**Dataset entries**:
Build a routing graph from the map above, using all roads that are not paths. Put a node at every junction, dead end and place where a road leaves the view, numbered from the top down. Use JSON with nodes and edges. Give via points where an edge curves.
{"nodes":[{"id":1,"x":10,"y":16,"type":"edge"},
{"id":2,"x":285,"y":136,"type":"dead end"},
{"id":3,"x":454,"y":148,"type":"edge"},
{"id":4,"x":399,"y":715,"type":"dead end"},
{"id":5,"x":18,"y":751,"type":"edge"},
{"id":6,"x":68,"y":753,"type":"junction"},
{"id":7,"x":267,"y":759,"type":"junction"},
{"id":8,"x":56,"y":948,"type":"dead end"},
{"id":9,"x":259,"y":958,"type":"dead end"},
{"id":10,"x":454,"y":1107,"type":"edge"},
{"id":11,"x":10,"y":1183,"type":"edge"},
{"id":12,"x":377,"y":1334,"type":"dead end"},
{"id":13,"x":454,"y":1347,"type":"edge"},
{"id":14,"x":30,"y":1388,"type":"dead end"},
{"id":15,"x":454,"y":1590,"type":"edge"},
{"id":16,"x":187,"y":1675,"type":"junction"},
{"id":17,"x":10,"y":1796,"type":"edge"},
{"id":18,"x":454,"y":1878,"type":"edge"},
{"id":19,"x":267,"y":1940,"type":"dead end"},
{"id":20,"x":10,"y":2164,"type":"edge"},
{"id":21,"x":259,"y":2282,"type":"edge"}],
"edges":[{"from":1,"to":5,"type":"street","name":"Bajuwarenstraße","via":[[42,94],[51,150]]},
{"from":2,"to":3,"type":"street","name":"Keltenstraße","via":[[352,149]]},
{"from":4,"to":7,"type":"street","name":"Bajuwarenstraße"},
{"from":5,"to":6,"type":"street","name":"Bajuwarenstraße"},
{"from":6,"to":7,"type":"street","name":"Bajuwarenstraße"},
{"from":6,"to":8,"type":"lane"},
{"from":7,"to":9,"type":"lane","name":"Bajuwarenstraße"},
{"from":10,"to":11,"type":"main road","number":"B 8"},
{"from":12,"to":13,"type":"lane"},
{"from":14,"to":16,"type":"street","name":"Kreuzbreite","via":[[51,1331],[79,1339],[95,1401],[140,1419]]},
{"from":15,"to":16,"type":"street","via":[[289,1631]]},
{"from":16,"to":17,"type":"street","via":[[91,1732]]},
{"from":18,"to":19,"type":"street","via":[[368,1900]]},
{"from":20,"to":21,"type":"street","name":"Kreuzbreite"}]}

**What this task involves**: Within the data above, pick out all lines holding the word "road".

**The answer**:
Build a routing graph from the map above, using all roads that are not paths. Put a node at every junction, dead end and place where a road leaves the view, numbered from the top down. Use JSON with nodes and edges. Give via points where an edge curves.
{"from":10,"to":11,"type":"main road","number":"B 8"},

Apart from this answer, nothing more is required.